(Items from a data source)
************

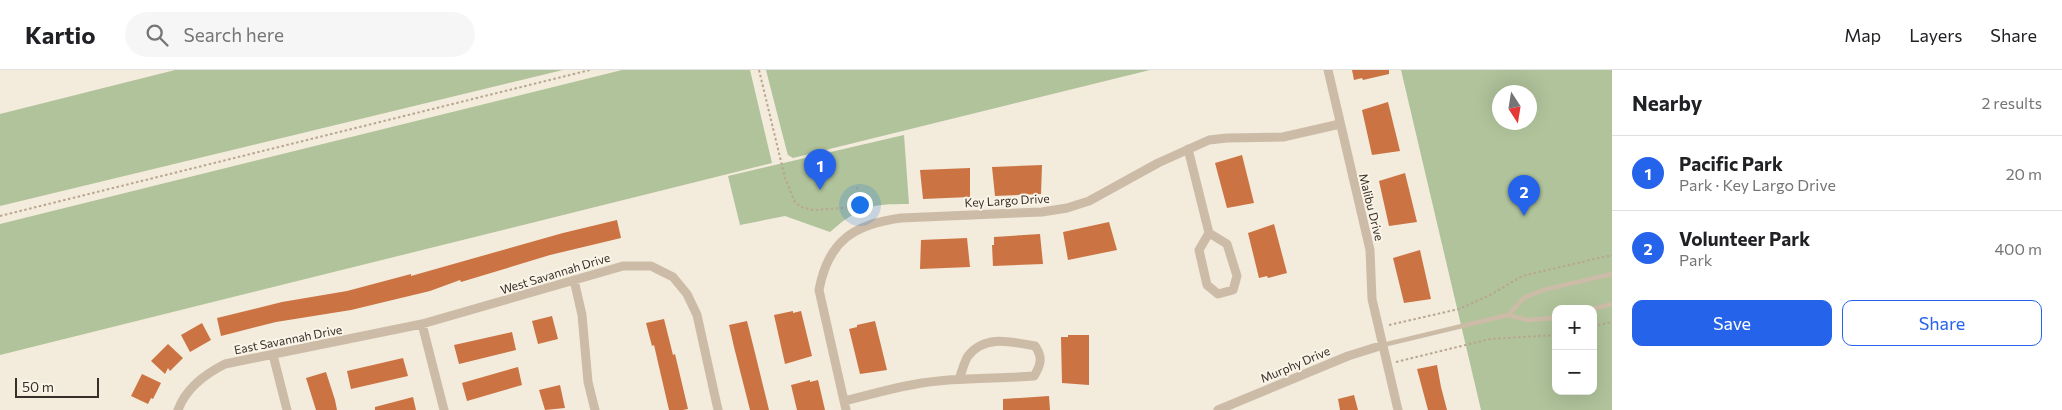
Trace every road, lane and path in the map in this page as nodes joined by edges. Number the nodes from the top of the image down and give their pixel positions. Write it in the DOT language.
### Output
graph roads {
  1 [pos="590,70"];
  2 [pos="759,70"];
  3 [pos="1328,70"];
  4 [pos="1340,124"];
  5 [pos="1188,149"];
  6 [pos="857,187"];
  7 [pos="859,207"];
  8 [pos="0,216"];
  9 [pos="863,228"];
  10 [pos="1209,232"];
  11 [pos="1612,255"];
  12 [pos="1612,274"];
  13 [pos="574,280"];
  14 [pos="1612,304"];
  15 [pos="1597,308"];
  16 [pos="1508,314"];
  17 [pos="1552,318"];
  18 [pos="1612,322"];
  19 [pos="422,324"];
  20 [pos="1597,325"];
  21 [pos="1378,328"];
  22 [pos="1552,335"];
  23 [pos="1383,345"];
  24 [pos="274,355"];
  25 [pos="1388,364"];
  26 [pos="959,379"];
  27 [pos="845,406"];
  28 [pos="178,410"];
  29 [pos="287,410"];
  30 [pos="444,410"];
  31 [pos="595,410"];
  32 [pos="718,410"];
  33 [pos="1218,410"];
  34 [pos="1398,410"];
  1 -- 8 [label="path"];
  2 -- 7 [label="path"];
  3 -- 4 [label="street, Malibu Drive"];
  4 -- 5 [label="street, Key Largo Drive"];
  4 -- 21 [label="street, Malibu Drive"];
  5 -- 9 [label="street, Key Largo Drive"];
  5 -- 10 [label="street"];
  6 -- 7 [label="path"];
  7 -- 9 [label="path"];
  9 -- 27 [label="street, Key Largo Drive"];
  10 -- 10 [label="street"];
  11 -- 21 [label="path"];
  12 -- 16 [label="lane"];
  13 -- 19 [label="street, West Savannah Drive"];
  13 -- 31 [label="street"];
  13 -- 32 [label="street, West Savannah Drive"];
  14 -- 15 [label="lane"];
  16 -- 17 [label="lane"];
  16 -- 23 [label="lane"];
  18 -- 20 [label="path"];
  19 -- 24 [label="street, East Savannah Drive"];
  19 -- 30 [label="street"];
  21 -- 23 [label="street, Malibu Drive"];
  22 -- 25 [label="path"];
  23 -- 25 [label="street, Malibu Drive"];
  23 -- 33 [label="street, Murphy Drive"];
  24 -- 28 [label="street, East Savannah Drive"];
  24 -- 29 [label="street"];
  25 -- 34 [label="street, Malibu Drive"];
  26 -- 26 [label="street"];
  26 -- 27 [label="street"];
}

************

- _Your assignment_
Reply with the number of lines above in which the word "East" appears, and with nothing else.

- _Exercise solution_
2